**DATA FOR ANALYSIS:**
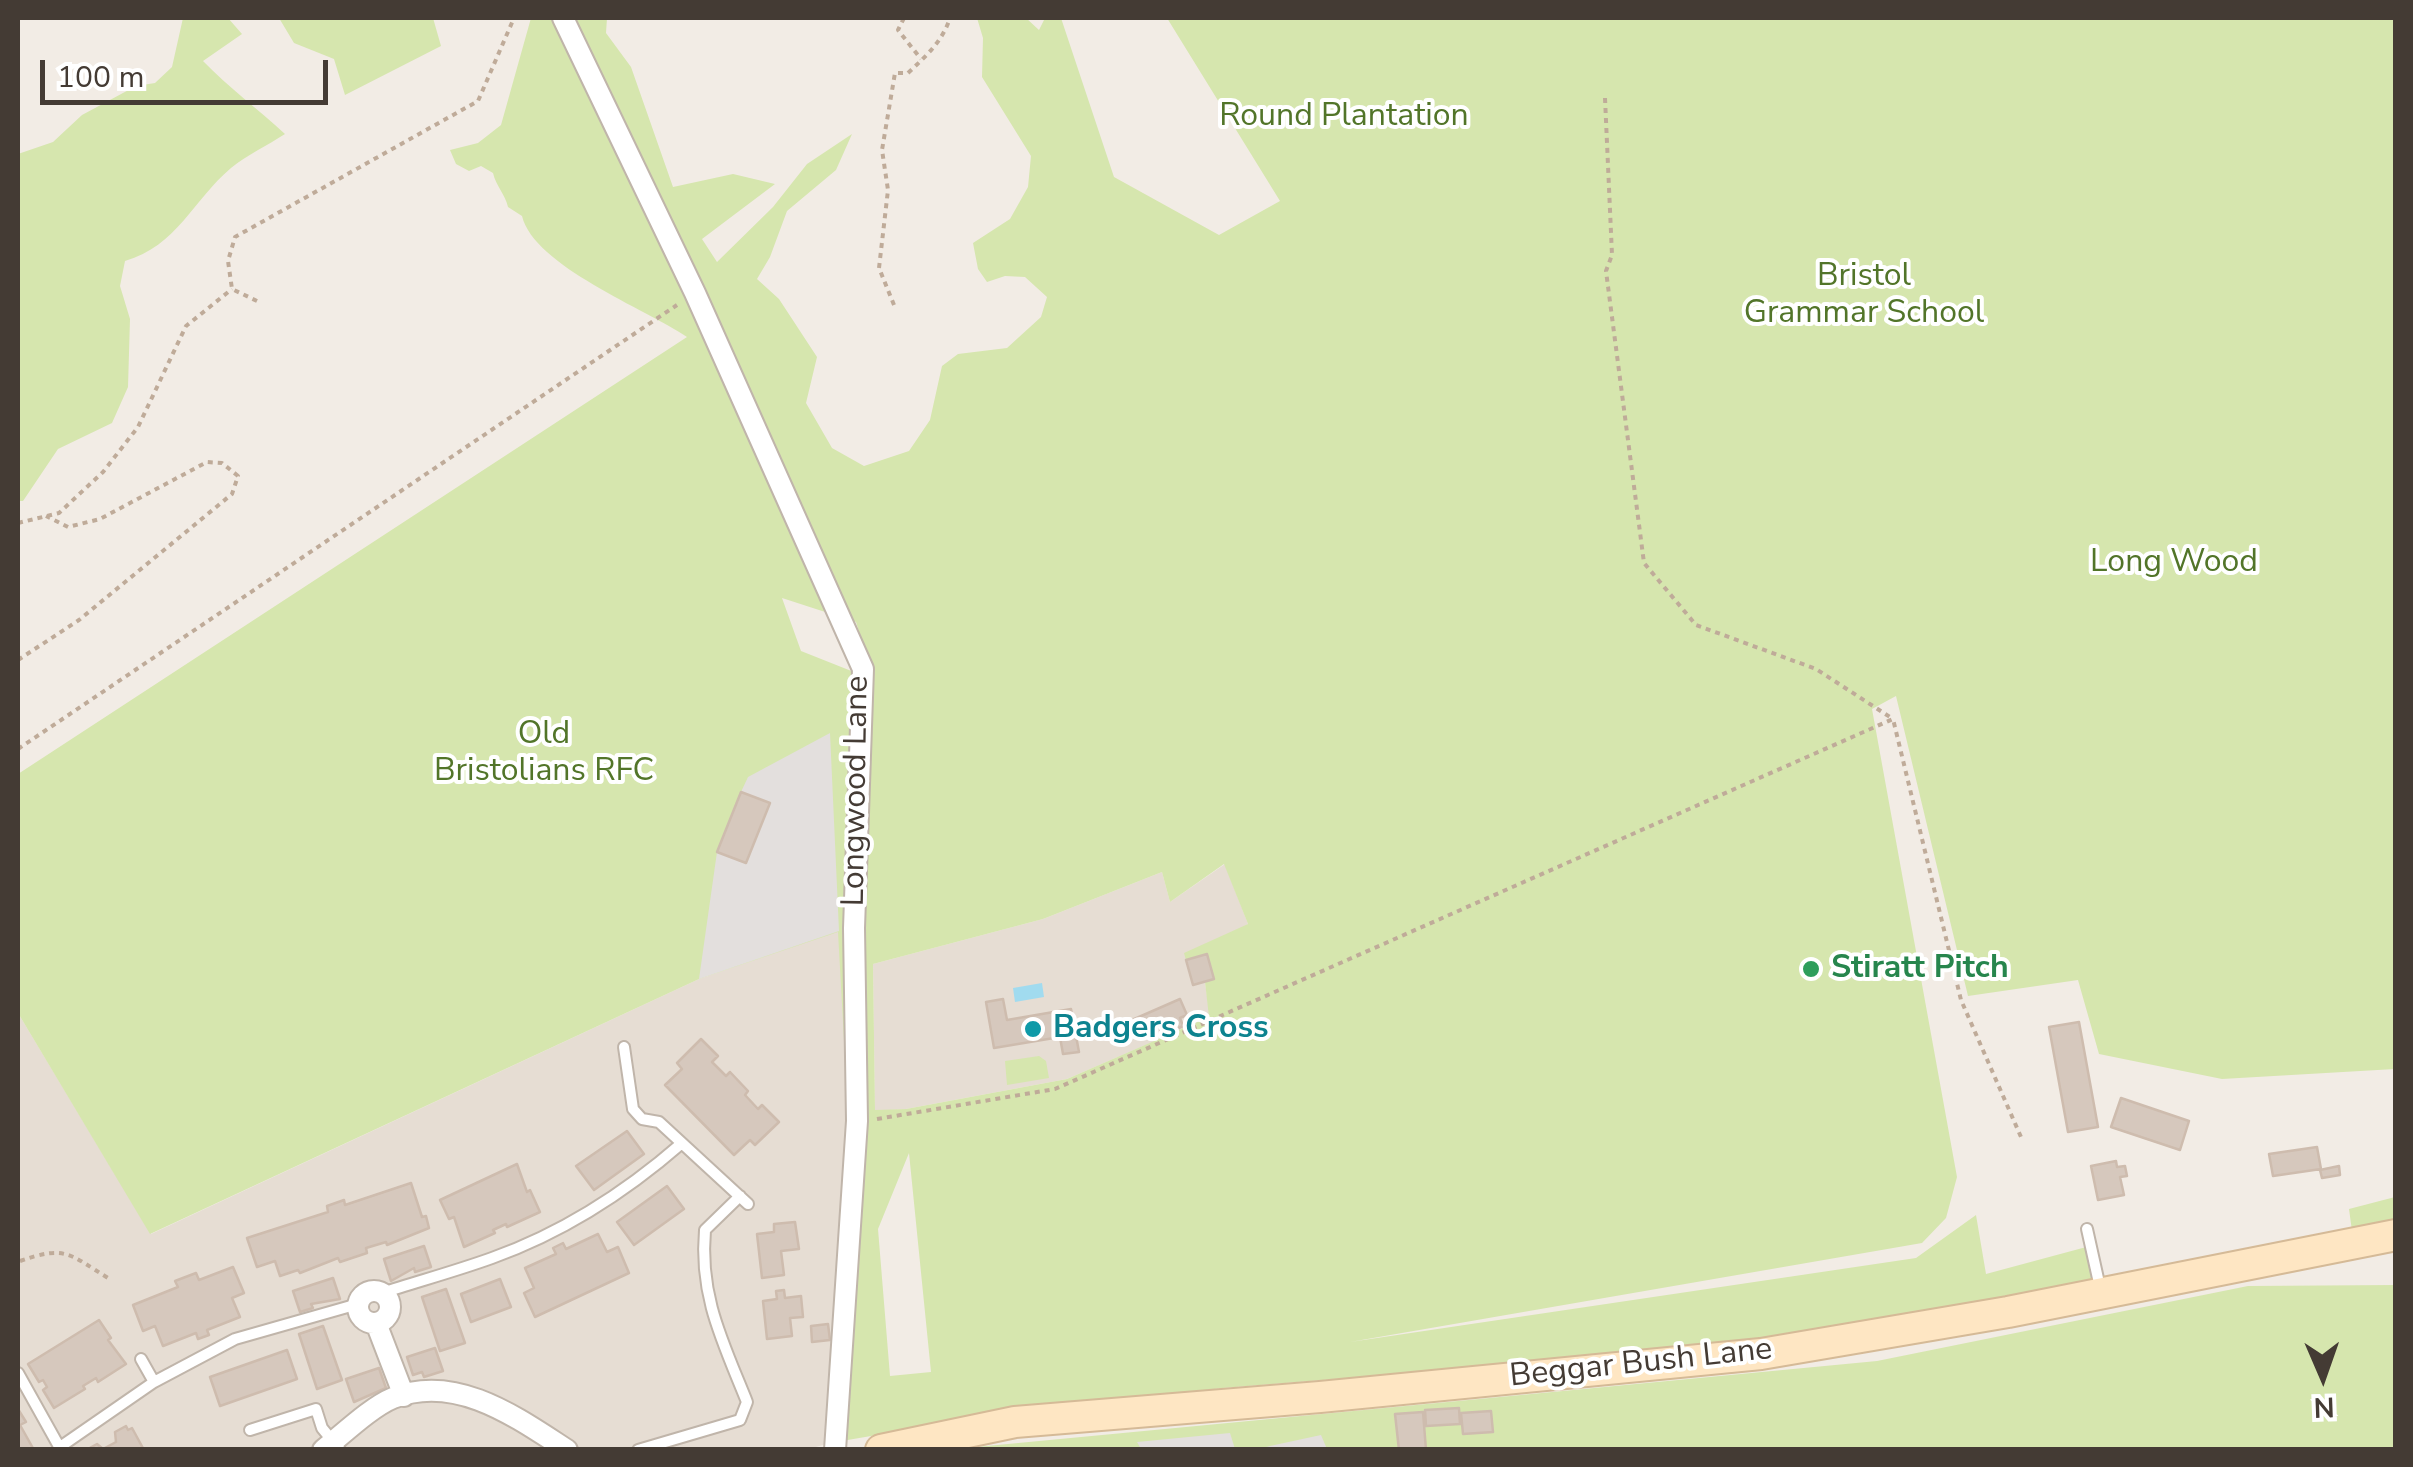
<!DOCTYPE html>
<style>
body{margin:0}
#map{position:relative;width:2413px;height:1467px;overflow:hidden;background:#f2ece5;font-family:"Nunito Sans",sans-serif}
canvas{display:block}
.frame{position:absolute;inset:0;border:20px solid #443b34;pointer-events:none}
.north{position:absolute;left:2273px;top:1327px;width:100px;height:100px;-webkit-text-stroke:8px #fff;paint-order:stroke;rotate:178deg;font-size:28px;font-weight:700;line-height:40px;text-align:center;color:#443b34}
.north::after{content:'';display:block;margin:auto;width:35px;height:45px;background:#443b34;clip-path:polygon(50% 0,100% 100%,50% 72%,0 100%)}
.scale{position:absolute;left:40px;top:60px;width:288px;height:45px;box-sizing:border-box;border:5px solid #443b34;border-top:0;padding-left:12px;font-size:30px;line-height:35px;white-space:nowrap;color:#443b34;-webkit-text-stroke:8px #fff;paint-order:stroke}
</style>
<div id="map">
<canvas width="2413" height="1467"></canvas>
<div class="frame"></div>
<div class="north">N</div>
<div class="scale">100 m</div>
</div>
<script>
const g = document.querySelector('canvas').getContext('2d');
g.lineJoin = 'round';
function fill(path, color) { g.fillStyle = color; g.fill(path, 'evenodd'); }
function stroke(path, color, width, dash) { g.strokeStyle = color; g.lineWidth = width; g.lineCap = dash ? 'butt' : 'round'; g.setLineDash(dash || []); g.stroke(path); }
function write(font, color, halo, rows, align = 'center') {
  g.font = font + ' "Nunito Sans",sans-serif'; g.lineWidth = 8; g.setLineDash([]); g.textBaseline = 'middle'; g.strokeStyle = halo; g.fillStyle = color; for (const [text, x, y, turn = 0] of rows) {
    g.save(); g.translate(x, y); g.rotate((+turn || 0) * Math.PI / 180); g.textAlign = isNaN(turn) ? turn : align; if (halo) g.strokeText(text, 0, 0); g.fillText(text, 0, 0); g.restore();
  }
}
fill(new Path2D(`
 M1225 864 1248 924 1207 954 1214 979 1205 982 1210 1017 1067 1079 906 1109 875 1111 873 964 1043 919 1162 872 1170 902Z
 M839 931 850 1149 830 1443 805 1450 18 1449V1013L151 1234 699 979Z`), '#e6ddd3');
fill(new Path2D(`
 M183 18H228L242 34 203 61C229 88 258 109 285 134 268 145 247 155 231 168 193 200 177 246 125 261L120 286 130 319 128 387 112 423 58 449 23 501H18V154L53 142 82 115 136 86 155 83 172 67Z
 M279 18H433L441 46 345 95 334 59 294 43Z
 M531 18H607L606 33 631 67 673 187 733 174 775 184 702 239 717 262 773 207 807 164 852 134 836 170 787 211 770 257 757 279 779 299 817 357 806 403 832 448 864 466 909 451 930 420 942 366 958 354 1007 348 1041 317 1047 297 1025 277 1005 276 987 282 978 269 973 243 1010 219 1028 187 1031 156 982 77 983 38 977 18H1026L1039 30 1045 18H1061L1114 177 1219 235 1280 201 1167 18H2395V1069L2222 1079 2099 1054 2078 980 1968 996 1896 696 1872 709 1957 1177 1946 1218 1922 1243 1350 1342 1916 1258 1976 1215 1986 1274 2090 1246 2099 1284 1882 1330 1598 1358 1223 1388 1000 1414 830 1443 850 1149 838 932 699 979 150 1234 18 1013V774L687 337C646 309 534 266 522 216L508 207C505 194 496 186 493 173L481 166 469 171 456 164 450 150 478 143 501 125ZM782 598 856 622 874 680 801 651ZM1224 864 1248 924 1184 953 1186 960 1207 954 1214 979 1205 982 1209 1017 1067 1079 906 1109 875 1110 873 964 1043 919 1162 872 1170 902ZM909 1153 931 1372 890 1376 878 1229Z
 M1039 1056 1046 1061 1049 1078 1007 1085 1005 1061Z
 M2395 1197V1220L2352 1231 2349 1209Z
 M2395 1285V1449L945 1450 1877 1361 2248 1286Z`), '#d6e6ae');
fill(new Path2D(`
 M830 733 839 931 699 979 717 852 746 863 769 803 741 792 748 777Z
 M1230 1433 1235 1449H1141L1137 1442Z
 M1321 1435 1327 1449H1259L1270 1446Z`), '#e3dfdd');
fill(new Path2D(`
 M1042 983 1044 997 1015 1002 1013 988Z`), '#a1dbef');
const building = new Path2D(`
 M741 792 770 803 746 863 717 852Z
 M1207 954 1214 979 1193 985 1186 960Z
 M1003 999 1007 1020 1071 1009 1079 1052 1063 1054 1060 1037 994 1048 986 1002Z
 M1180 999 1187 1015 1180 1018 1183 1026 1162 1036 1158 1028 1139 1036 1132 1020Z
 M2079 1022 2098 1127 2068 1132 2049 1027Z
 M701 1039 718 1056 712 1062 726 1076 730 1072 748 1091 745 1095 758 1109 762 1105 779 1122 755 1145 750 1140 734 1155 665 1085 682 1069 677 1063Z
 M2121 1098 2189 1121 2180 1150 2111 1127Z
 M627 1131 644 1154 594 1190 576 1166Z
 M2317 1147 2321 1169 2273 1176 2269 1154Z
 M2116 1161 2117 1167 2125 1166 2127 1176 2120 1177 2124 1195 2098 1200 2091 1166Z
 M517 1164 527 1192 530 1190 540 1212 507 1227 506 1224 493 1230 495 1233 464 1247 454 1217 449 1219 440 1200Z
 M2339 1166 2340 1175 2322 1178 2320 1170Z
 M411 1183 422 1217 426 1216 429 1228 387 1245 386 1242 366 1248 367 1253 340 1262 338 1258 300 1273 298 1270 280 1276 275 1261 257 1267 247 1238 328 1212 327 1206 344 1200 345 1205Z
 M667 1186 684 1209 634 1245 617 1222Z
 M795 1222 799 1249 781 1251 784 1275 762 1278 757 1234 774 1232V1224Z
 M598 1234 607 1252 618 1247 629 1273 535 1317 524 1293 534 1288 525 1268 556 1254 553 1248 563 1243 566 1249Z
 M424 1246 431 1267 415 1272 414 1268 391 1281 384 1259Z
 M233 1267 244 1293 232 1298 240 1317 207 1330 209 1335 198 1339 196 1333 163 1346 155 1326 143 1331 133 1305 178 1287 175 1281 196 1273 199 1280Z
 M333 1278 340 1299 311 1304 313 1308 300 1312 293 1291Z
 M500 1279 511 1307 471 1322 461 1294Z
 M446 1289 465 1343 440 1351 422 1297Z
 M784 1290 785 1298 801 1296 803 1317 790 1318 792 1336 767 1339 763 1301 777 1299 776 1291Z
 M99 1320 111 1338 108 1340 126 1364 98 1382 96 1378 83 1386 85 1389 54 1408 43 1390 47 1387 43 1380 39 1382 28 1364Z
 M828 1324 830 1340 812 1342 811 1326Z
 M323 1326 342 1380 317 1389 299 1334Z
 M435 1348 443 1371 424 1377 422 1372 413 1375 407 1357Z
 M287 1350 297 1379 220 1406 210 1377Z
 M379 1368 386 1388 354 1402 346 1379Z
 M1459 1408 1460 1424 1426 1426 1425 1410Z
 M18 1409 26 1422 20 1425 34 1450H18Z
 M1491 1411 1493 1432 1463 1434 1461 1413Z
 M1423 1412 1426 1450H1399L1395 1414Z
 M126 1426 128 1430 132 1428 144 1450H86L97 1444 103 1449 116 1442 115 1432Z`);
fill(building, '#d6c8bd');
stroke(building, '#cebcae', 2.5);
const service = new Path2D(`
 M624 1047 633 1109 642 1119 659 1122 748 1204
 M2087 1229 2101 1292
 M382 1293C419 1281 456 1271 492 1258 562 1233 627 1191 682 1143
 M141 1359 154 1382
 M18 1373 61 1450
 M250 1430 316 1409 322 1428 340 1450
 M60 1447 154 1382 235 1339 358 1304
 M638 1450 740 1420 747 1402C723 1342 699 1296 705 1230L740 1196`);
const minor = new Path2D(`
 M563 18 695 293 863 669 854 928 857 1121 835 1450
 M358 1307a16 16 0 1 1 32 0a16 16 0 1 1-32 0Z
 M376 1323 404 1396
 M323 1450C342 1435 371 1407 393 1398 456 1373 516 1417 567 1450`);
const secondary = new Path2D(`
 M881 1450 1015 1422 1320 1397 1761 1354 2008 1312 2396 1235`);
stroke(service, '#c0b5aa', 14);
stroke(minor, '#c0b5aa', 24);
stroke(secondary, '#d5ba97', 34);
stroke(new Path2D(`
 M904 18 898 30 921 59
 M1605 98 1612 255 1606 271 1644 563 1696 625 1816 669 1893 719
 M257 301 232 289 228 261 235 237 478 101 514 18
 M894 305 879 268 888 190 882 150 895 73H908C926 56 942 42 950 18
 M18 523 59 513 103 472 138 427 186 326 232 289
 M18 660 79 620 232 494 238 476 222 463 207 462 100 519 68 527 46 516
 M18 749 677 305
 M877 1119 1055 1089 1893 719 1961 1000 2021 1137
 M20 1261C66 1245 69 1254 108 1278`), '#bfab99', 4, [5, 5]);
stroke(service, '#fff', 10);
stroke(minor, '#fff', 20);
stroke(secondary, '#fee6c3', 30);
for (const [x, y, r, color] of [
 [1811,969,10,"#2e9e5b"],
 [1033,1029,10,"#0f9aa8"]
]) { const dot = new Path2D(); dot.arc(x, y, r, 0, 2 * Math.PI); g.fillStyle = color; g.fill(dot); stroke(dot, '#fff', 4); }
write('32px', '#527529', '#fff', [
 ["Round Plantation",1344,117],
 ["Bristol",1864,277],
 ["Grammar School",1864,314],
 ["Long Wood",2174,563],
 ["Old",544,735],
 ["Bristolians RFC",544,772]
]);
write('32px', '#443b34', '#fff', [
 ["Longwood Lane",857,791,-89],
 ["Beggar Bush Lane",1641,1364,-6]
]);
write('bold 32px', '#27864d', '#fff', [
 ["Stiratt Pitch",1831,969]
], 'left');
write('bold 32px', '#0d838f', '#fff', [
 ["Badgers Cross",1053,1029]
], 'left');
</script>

**AIM OF THE TASK:**
Determine how many lines of the records above contain the word "halo", and report only that number.

**ANSWER SECTION:**
3